Awal mula pinjaman tersebut disebut Mardi didapat dari salah satu pelanggan tetap tahu isinya, yang rupanya bekerja sebagai salah satu staf back office di BRI Unit Cipayung, yang berada di bawah naungan Kantor Cabang Kramat Jati.
Saat itu, Mardi ditawari untuk mendapatkan pinjaman modal melalui program Kredit Usaha Rakyat (KUR), yang memang digagas pemerintah untuk membantu pelaku Usaha Mikro, Kecil dan Menengah (UMKM) seperti Mardi untuk mengembangkan bisnisnya, lewat pinjaman modal berbunga rendah.
"Ditawarin aja gitu, dan alhamdulillah prosesnya mudah. Cepat banget (proses pencairannya). Bersyukur juga sudah dipercaya, dan sudah beberapa kali (mendapatkan kredit). Alhamdulillah lancar terus. Tidak ada kendala," kata Mardi.
Kini, dengan telah beberapa kali mengajukan pinjaman BRI, Mardi telah 'naik kelas' dari semula nasabah KUR, berkembang menjadi nasabah komersial, melalui produk pinjaman Kredit Usaha Pedesaan (Kupedes).
Karena merupakan nasabah komersial, maka nilai bunga yang dibebankan pada Mardi jadi lebih besar dari porsi bunga pada Program KUR, mengingat tidak adanya lagi subsidi bunga yang dibayarkan oleh pemerintah.

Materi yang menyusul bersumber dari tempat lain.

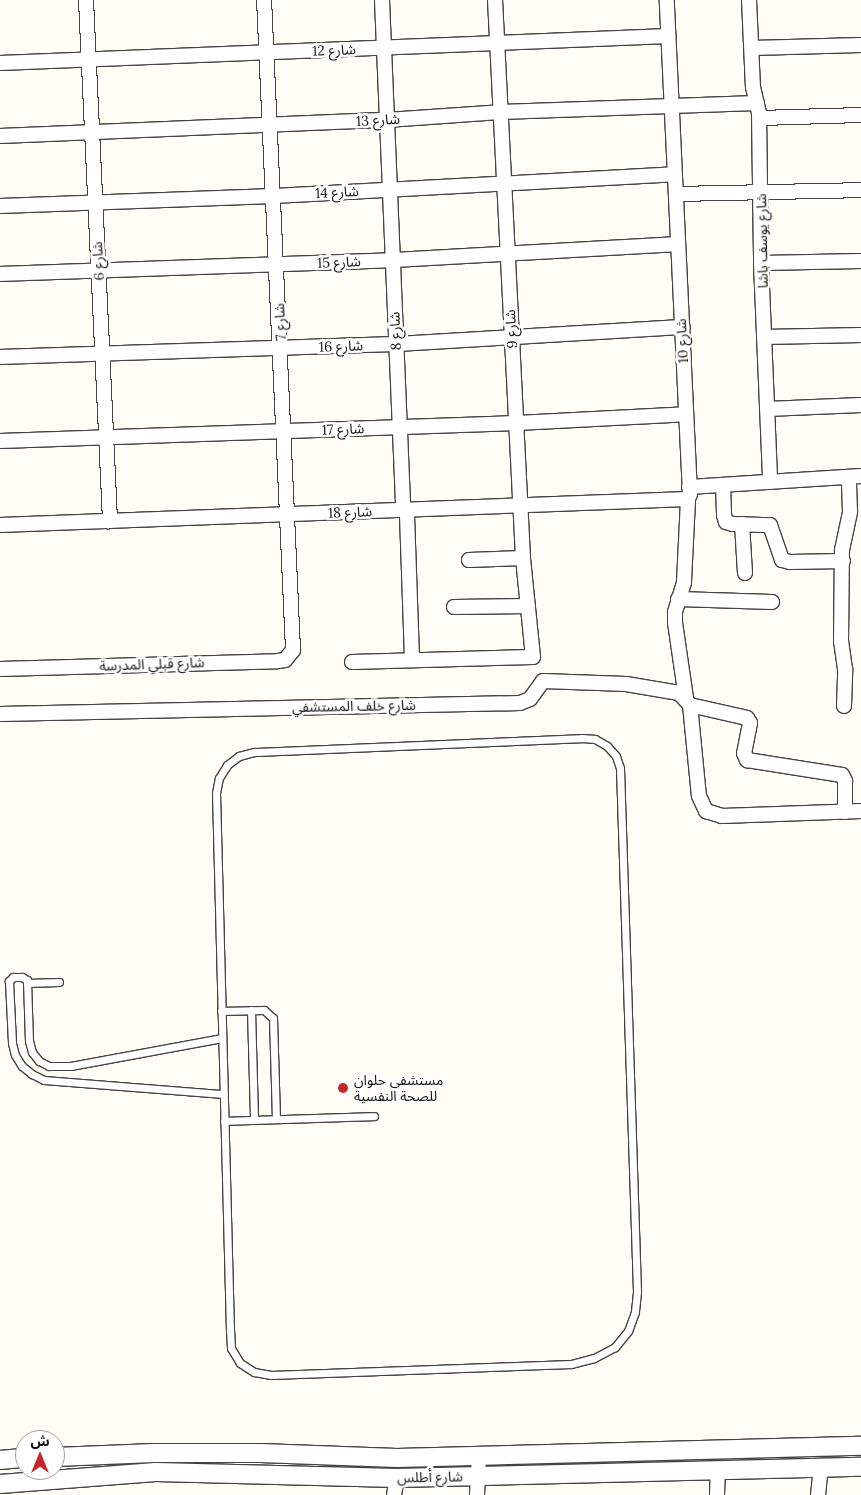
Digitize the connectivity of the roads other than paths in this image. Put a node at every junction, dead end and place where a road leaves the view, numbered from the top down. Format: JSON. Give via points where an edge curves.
{"nodes":[{"id":1,"x":86,"y":0,"type":"edge"},
{"id":2,"x":264,"y":0,"type":"edge"},
{"id":3,"x":382,"y":0,"type":"edge"},
{"id":4,"x":495,"y":0,"type":"edge"},
{"id":5,"x":667,"y":0,"type":"edge"},
{"id":6,"x":749,"y":0,"type":"edge"},
{"id":7,"x":668,"y":36,"type":"junction"},
{"id":8,"x":497,"y":43,"type":"junction"},
{"id":9,"x":861,"y":45,"type":"edge"},
{"id":10,"x":384,"y":48,"type":"junction"},
{"id":11,"x":752,"y":48,"type":"junction"},
{"id":12,"x":267,"y":52,"type":"junction"},
{"id":13,"x":89,"y":60,"type":"junction"},
{"id":14,"x":0,"y":63,"type":"edge"},
{"id":15,"x":757,"y":103,"type":"junction"},
{"id":16,"x":671,"y":105,"type":"junction"},
{"id":17,"x":500,"y":112,"type":"junction"},
{"id":18,"x":861,"y":115,"type":"edge"},
{"id":19,"x":760,"y":118,"type":"junction"},
{"id":20,"x":387,"y":120,"type":"junction"},
{"id":21,"x":270,"y":125,"type":"junction"},
{"id":22,"x":93,"y":132,"type":"junction"},
{"id":23,"x":0,"y":136,"type":"edge"},
{"id":24,"x":674,"y":174,"type":"junction"},
{"id":25,"x":504,"y":182,"type":"junction"},
{"id":26,"x":390,"y":189,"type":"junction"},
{"id":27,"x":861,"y":190,"type":"edge"},
{"id":28,"x":760,"y":191,"type":"junction"},
{"id":29,"x":676,"y":194,"type":"junction"},
{"id":30,"x":274,"y":196,"type":"junction"},
{"id":31,"x":96,"y":202,"type":"junction"},
{"id":32,"x":0,"y":206,"type":"edge"},
{"id":33,"x":677,"y":244,"type":"junction"},
{"id":34,"x":508,"y":253,"type":"junction"},
{"id":35,"x":392,"y":260,"type":"junction"},
{"id":36,"x":861,"y":261,"type":"edge"},
{"id":37,"x":761,"y":263,"type":"junction"},
{"id":38,"x":277,"y":264,"type":"junction"},
{"id":39,"x":99,"y":270,"type":"junction"},
{"id":40,"x":0,"y":274,"type":"edge"},
{"id":41,"x":682,"y":328,"type":"junction"},
{"id":42,"x":861,"y":335,"type":"edge"},
{"id":43,"x":512,"y":337,"type":"junction"},
{"id":44,"x":764,"y":337,"type":"junction"},
{"id":45,"x":396,"y":344,"type":"junction"},
{"id":46,"x":281,"y":348,"type":"junction"},
{"id":47,"x":103,"y":354,"type":"junction"},
{"id":48,"x":0,"y":358,"type":"edge"},
{"id":49,"x":861,"y":405,"type":"edge"},
{"id":50,"x":767,"y":409,"type":"junction"},
{"id":51,"x":686,"y":414,"type":"junction"},
{"id":52,"x":517,"y":423,"type":"junction"},
{"id":53,"x":399,"y":427,"type":"junction"},
{"id":54,"x":284,"y":431,"type":"junction"},
{"id":55,"x":106,"y":437,"type":"junction"},
{"id":56,"x":0,"y":441,"type":"edge"},
{"id":57,"x":855,"y":476,"type":"edge"},
{"id":58,"x":770,"y":482,"type":"junction"},
{"id":59,"x":722,"y":485,"type":"junction"},
{"id":60,"x":689,"y":493,"type":"junction"},
{"id":61,"x":521,"y":506,"type":"junction"},
{"id":62,"x":406,"y":510,"type":"junction"},
{"id":63,"x":288,"y":515,"type":"junction"},
{"id":64,"x":110,"y":521,"type":"junction"},
{"id":65,"x":742,"y":524,"type":"junction"},
{"id":66,"x":0,"y":525,"type":"edge"},
{"id":67,"x":524,"y":558,"type":"junction"},
{"id":68,"x":469,"y":560,"type":"dead end"},
{"id":69,"x":843,"y":561,"type":"junction"},
{"id":70,"x":745,"y":573,"type":"dead end"},
{"id":71,"x":678,"y":599,"type":"junction"},
{"id":72,"x":772,"y":602,"type":"dead end"},
{"id":73,"x":528,"y":606,"type":"junction"},
{"id":74,"x":454,"y":607,"type":"dead end"},
{"id":75,"x":294,"y":643,"type":"joint"},
{"id":76,"x":412,"y":660,"type":"junction"},
{"id":77,"x":352,"y":662,"type":"dead end"},
{"id":78,"x":0,"y":668,"type":"edge"},
{"id":79,"x":688,"y":701,"type":"junction"},
{"id":80,"x":844,"y":706,"type":"dead end"},
{"id":81,"x":0,"y":714,"type":"edge"},
{"id":82,"x":861,"y":811,"type":"edge"},
{"id":83,"x":845,"y":812,"type":"junction"},
{"id":84,"x":27,"y":982,"type":"junction"},
{"id":85,"x":59,"y":982,"type":"dead end"},
{"id":86,"x":0,"y":1000,"type":"edge"},
{"id":87,"x":10,"y":1000,"type":"junction"},
{"id":88,"x":251,"y":1010,"type":"junction"},
{"id":89,"x":221,"y":1011,"type":"junction"},
{"id":90,"x":222,"y":1038,"type":"junction"},
{"id":91,"x":223,"y":1094,"type":"junction"},
{"id":92,"x":374,"y":1116,"type":"dead end"},
{"id":93,"x":276,"y":1119,"type":"junction"},
{"id":94,"x":254,"y":1120,"type":"junction"},
{"id":95,"x":224,"y":1121,"type":"junction"},
{"id":96,"x":861,"y":1446,"type":"edge"},
{"id":97,"x":479,"y":1455,"type":"junction"},
{"id":98,"x":65,"y":1457,"type":"edge"},
{"id":99,"x":15,"y":1459,"type":"edge"},
{"id":100,"x":0,"y":1460,"type":"edge"},
{"id":101,"x":861,"y":1467,"type":"edge"},
{"id":102,"x":821,"y":1468,"type":"junction"},
{"id":103,"x":718,"y":1470,"type":"junction"},
{"id":104,"x":478,"y":1476,"type":"junction"},
{"id":105,"x":0,"y":1484,"type":"edge"},
{"id":106,"x":396,"y":1487,"type":"edge"},
{"id":107,"x":477,"y":1495,"type":"edge"},
{"id":108,"x":717,"y":1495,"type":"edge"},
{"id":109,"x":818,"y":1495,"type":"edge"}],
"edges":[{"from":1,"to":13,"type":"street","name":"شارع 6"},
{"from":2,"to":12,"type":"street","name":"شارع 7"},
{"from":3,"to":10,"type":"street","name":"شارع 8"},
{"from":4,"to":8,"type":"street","name":"شارع 9"},
{"from":5,"to":7,"type":"street","name":"شارع 10"},
{"from":6,"to":11,"type":"street","name":"شارع يوسف باشا"},
{"from":7,"to":8,"type":"street","name":"شارع 12"},
{"from":7,"to":16,"type":"street","name":"شارع 10"},
{"from":8,"to":10,"type":"street","name":"شارع 12"},
{"from":8,"to":17,"type":"street","name":"شارع 9"},
{"from":9,"to":11,"type":"street"},
{"from":10,"to":12,"type":"street","name":"شارع 12"},
{"from":10,"to":20,"type":"street","name":"شارع 8"},
{"from":11,"to":15,"type":"street","name":"شارع يوسف باشا","via":[[753,87]]},
{"from":12,"to":13,"type":"street","name":"شارع 12"},
{"from":12,"to":21,"type":"street","name":"شارع 7"},
{"from":13,"to":14,"type":"street","name":"شارع 12"},
{"from":13,"to":22,"type":"street","name":"شارع 6"},
{"from":15,"to":16,"type":"street","name":"شارع 13"},
{"from":15,"to":19,"type":"street","name":"شارع يوسف باشا"},
{"from":16,"to":17,"type":"street","name":"شارع 13"},
{"from":16,"to":24,"type":"street","name":"شارع 10"},
{"from":17,"to":20,"type":"street","name":"شارع 13"},
{"from":17,"to":25,"type":"street","name":"شارع 9"},
{"from":18,"to":19,"type":"street"},
{"from":19,"to":28,"type":"street","name":"شارع يوسف باشا"},
{"from":20,"to":21,"type":"street","name":"شارع 13"},
{"from":20,"to":26,"type":"street","name":"شارع 8"},
{"from":21,"to":22,"type":"street","name":"شارع 13"},
{"from":21,"to":30,"type":"street","name":"شارع 7"},
{"from":22,"to":23,"type":"street","name":"شارع 13"},
{"from":22,"to":31,"type":"street","name":"شارع 6"},
{"from":24,"to":25,"type":"street","name":"شارع 14"},
{"from":24,"to":29,"type":"street","name":"شارع 10"},
{"from":25,"to":26,"type":"street","name":"شارع 14"},
{"from":25,"to":34,"type":"street","name":"شارع 9"},
{"from":26,"to":30,"type":"street","name":"شارع 14"},
{"from":26,"to":35,"type":"street","name":"شارع 8"},
{"from":27,"to":28,"type":"street"},
{"from":28,"to":29,"type":"street"},
{"from":28,"to":37,"type":"street","name":"شارع يوسف باشا"},
{"from":29,"to":33,"type":"street","name":"شارع 10"},
{"from":30,"to":31,"type":"street","name":"شارع 14"},
{"from":30,"to":38,"type":"street","name":"شارع 7"},
{"from":31,"to":32,"type":"street","name":"شارع 14"},
{"from":31,"to":39,"type":"street","name":"شارع 6"},
{"from":33,"to":34,"type":"street","name":"شارع 15"},
{"from":33,"to":41,"type":"street","name":"شارع 10"},
{"from":34,"to":35,"type":"street","name":"شارع 15"},
{"from":34,"to":43,"type":"street","name":"شارع 9"},
{"from":35,"to":38,"type":"street","name":"شارع 15"},
{"from":35,"to":45,"type":"street","name":"شارع 8"},
{"from":36,"to":37,"type":"street"},
{"from":37,"to":44,"type":"street","name":"شارع يوسف باشا"},
{"from":38,"to":39,"type":"street","name":"شارع 15"},
{"from":38,"to":46,"type":"street","name":"شارع 7"},
{"from":39,"to":40,"type":"street","name":"شارع 15"},
{"from":39,"to":47,"type":"street","name":"شارع 6"},
{"from":41,"to":43,"type":"street","name":"شارع 16"},
{"from":41,"to":51,"type":"street","name":"شارع 10"},
{"from":42,"to":44,"type":"street"},
{"from":43,"to":45,"type":"street","name":"شارع 16"},
{"from":43,"to":52,"type":"street","name":"شارع 9"},
{"from":44,"to":50,"type":"street","name":"شارع يوسف باشا"},
{"from":45,"to":46,"type":"street","name":"شارع 16"},
{"from":45,"to":53,"type":"street","name":"شارع 8"},
{"from":46,"to":47,"type":"street","name":"شارع 16"},
{"from":46,"to":54,"type":"street","name":"شارع 7"},
{"from":47,"to":48,"type":"street","name":"شارع 16"},
{"from":47,"to":55,"type":"street","name":"شارع 6"},
{"from":49,"to":50,"type":"street"},
{"from":50,"to":58,"type":"street","name":"شارع يوسف باشا"},
{"from":51,"to":52,"type":"street","name":"شارع 17"},
{"from":51,"to":60,"type":"street","name":"شارع 10"},
{"from":52,"to":53,"type":"street","name":"شارع 17"},
{"from":52,"to":61,"type":"street","name":"شارع 9"},
{"from":53,"to":54,"type":"street","name":"شارع 17"},
{"from":53,"to":62,"type":"street","name":"شارع 8"},
{"from":54,"to":55,"type":"street","name":"شارع 17"},
{"from":54,"to":63,"type":"street","name":"شارع 7"},
{"from":55,"to":56,"type":"street","name":"شارع 17"},
{"from":55,"to":64,"type":"street","name":"شارع 6"},
{"from":57,"to":58,"type":"street","name":"شارع 18"},
{"from":57,"to":69,"type":"street","via":[[843,540]]},
{"from":58,"to":59,"type":"street","name":"شارع 18"},
{"from":59,"to":60,"type":"street","name":"شارع 18"},
{"from":59,"to":65,"type":"street","via":[[724,518],[729,524]]},
{"from":60,"to":61,"type":"street","name":"شارع 18"},
{"from":60,"to":71,"type":"street","name":"شارع 10","via":[[684,582]]},
{"from":61,"to":62,"type":"street","name":"شارع 18"},
{"from":61,"to":67,"type":"street","name":"شارع 9"},
{"from":62,"to":63,"type":"street","name":"شارع 18"},
{"from":62,"to":76,"type":"street","name":"شارع 8"},
{"from":63,"to":64,"type":"street","name":"شارع 18"},
{"from":63,"to":75,"type":"street","name":"شارع 7"},
{"from":64,"to":66,"type":"street","name":"شارع 18"},
{"from":65,"to":69,"type":"street","via":[[770,525],[780,557],[786,562]]},
{"from":65,"to":70,"type":"street"},
{"from":67,"to":68,"type":"street"},
{"from":67,"to":73,"type":"street","name":"شارع 9"},
{"from":69,"to":80,"type":"street","via":[[840,641],[844,662]]},
{"from":71,"to":72,"type":"street"},
{"from":71,"to":79,"type":"street","name":"شارع 10","via":[[677,647]]},
{"from":73,"to":74,"type":"street"},
{"from":73,"to":76,"type":"street","name":"شارع 9","via":[[533,657]]},
{"from":75,"to":78,"type":"street","name":"شارع قبلي المدرسة","via":[[290,656],[278,661]]},
{"from":76,"to":77,"type":"street"},
{"from":79,"to":81,"type":"street","name":"شارع خلف المستشفي","via":[[672,690],[632,684],[546,681],[538,684],[530,699],[520,703]]},
{"from":79,"to":83,"type":"street","name":"شارع خلف المستشفي","via":[[747,718],[750,723],[744,753],[747,760],[842,775],[845,781]]},
{"from":79,"to":83,"type":"street","via":[[701,805],[706,811],[722,816]]},
{"from":82,"to":83,"type":"street"},
{"from":84,"to":85,"type":"lane"},
{"from":84,"to":87,"type":"lane","via":[[25,978],[10,978]]},
{"from":84,"to":90,"type":"lane","via":[[29,1041],[39,1061],[49,1066],[71,1066]]},
{"from":86,"to":87,"type":"lane"},
{"from":87,"to":91,"type":"lane","via":[[15,1055],[22,1066],[44,1080]]},
{"from":88,"to":89,"type":"lane"},
{"from":88,"to":93,"type":"lane","via":[[264,1010],[273,1018]]},
{"from":88,"to":94,"type":"lane"},
{"from":89,"to":90,"type":"lane"},
{"from":89,"to":95,"type":"lane","via":[[216,794],[219,778],[227,765],[239,756],[254,752],[582,738],[601,742],[616,756],[620,768],[637,1292],[636,1312],[628,1331],[615,1347],[594,1358],[571,1364],[271,1375],[254,1372],[240,1362],[231,1348]]},
{"from":90,"to":91,"type":"lane"},
{"from":91,"to":95,"type":"lane"},
{"from":92,"to":93,"type":"lane"},
{"from":93,"to":94,"type":"lane"},
{"from":94,"to":95,"type":"lane"},
{"from":96,"to":97,"type":"street","name":"شارع أطلس"},
{"from":97,"to":98,"type":"street","name":"شارع أطلس","via":[[397,1458],[154,1453]]},
{"from":97,"to":104,"type":"street"},
{"from":99,"to":100,"type":"street"},
{"from":101,"to":102,"type":"street","name":"شارع أطلس"},
{"from":102,"to":103,"type":"street","name":"شارع أطلس"},
{"from":102,"to":109,"type":"street"},
{"from":103,"to":104,"type":"street","name":"شارع أطلس"},
{"from":103,"to":108,"type":"street"},
{"from":104,"to":106,"type":"street","name":"شارع أطلس"},
{"from":104,"to":107,"type":"street"},
{"from":105,"to":106,"type":"street","name":"شارع أطلس","via":[[156,1472]]}]}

"Memang (bunganya) agak lebih besar, tapi masih mending lah. Menurut saya dengan sudah dikasih pinjaman sesuai kebutuhan untuk bisnis, bunga segitu masih wajar. Tidak memberatkan," klaim Mardi.
Harapan
Dengan bisnis yang telah berkembang pesat dalam 25 tahun terakhir, banyak sudah pencapaian yang telah didapat oleh Mardi. Selain taraf hidup yang semakin membaik, hal paling membanggakan bagi Mardi adalah keberhasilannya menyekolahkan anak sampai lulus dari bangku SMA.
"Mungkin bagi orang lain, itu biasa saja. Cuma buat saya dan istri yang boro-boro lulus SMP, bisa membiayai dua anak sampai lulus SMA, itu bahagia sekali. Sekarang dua-duanya juga sudah mandiri. Yang satu bisnis buka bengkel, dan satu lagi jadi karyawan Jamsostek. Modal sama sekali tidak dari saya, mereka usahakan sendiri," sebut Mardi, dengan bangga.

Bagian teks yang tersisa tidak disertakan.